The NSU was founded last year but many of its members graduated in the spring, leaving only Huhndorf-Lima and her co-leader Emiliano Santana-Thoele to continue the club this year.

“The sheer size of the school … makes it difficult to find each other, but I think the only thing we can do is just expand bit by bit by bit,” Huhndorf-Lima said. “And … let Native people around the school know that we’re here as a community.”

Huhndorf-Lima and Santana-Thoele have done just that, slowly building their club one member at a time this year. 

One of these new members is Jack Ibanez (Luiseño), a sophomore. They shared that the NSU has helped them connect to their heritage and culture. 

“Before I joined, compared to my cousins that grew up on reservations, I didn’t feel Native enough,” Ibanez said. “But being in this group made me feel a lot better about trying to get back in touch.”

During the NSU’s weekly meetings, members have conversations about their experiences, do research and create art. 

“I … want to learn more about my peoples’ history and other tribes’ cultures,” Ibanez said. “We haven’t had that much education about Native history that wasn’t super romanticized. I want to be able to teach people what they missed out on.”

Huhndorf-Lima also mentioned education, saying that history classes should include more information about Native people, as well as recognizing that Native people are still here, something that is often left out. 

“Ohlones, and only Ohlones, are mentioned very briefly, even though we live on their land. But they’re not the only Native people here in California whose cultures we actively intrude in,” Huhndorf-Lima said. “(Native people) are only mentioned like, ‘Oh, these people used to live here.’ Nobody used to live here. We all still live here.”

The NSU provides a sense of community and a shared space of identity for Native students.

“I think (the NSU is) a space to share a different part of yourself that is not always talked about,” Santana-Thoele said. “A place to denounce colonialism and talk about a culture that is, a lot of times, even within other brown cultures, shamed or frowned upon, and not very openly shared.” 
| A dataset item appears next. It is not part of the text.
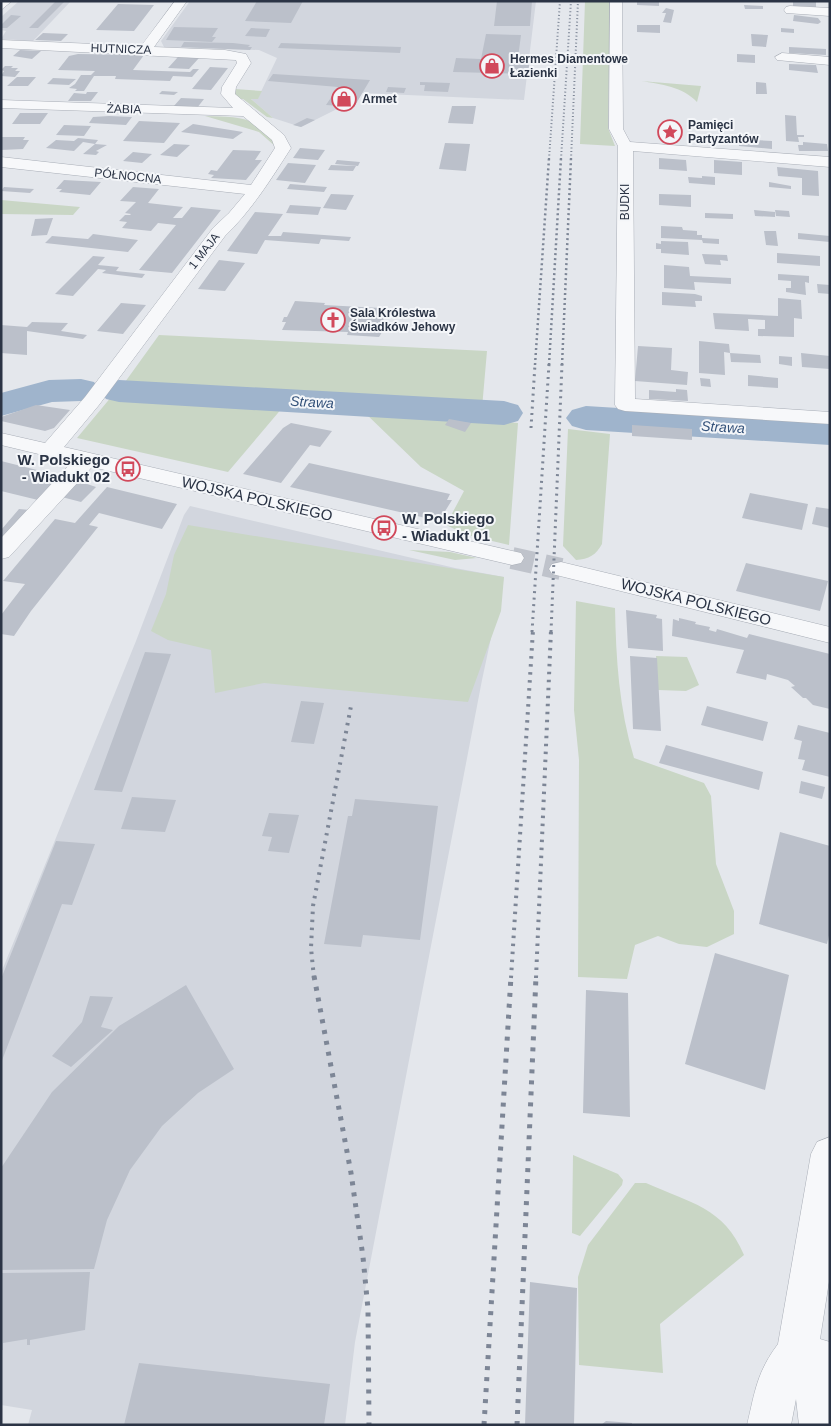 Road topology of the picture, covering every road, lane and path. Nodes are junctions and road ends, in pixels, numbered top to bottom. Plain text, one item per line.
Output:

Before joining the NSU, neither Ibanez, Santana-Thoele, nor Huhndorf-Lima experienced having a place to share their experiences and identities as a Native person at school. All three expressed appreciation for the opportunity it had given them to connect with other Native students at school. 

Santana hopes that the NSU is a “prominent club” that is “more known and … talked about.” 

Huhndorf-Lima expressed her hope that the NSU continues welcoming space for all Native students at BHS. “I really just hope that all the Native people here can find a sense of community,” she said.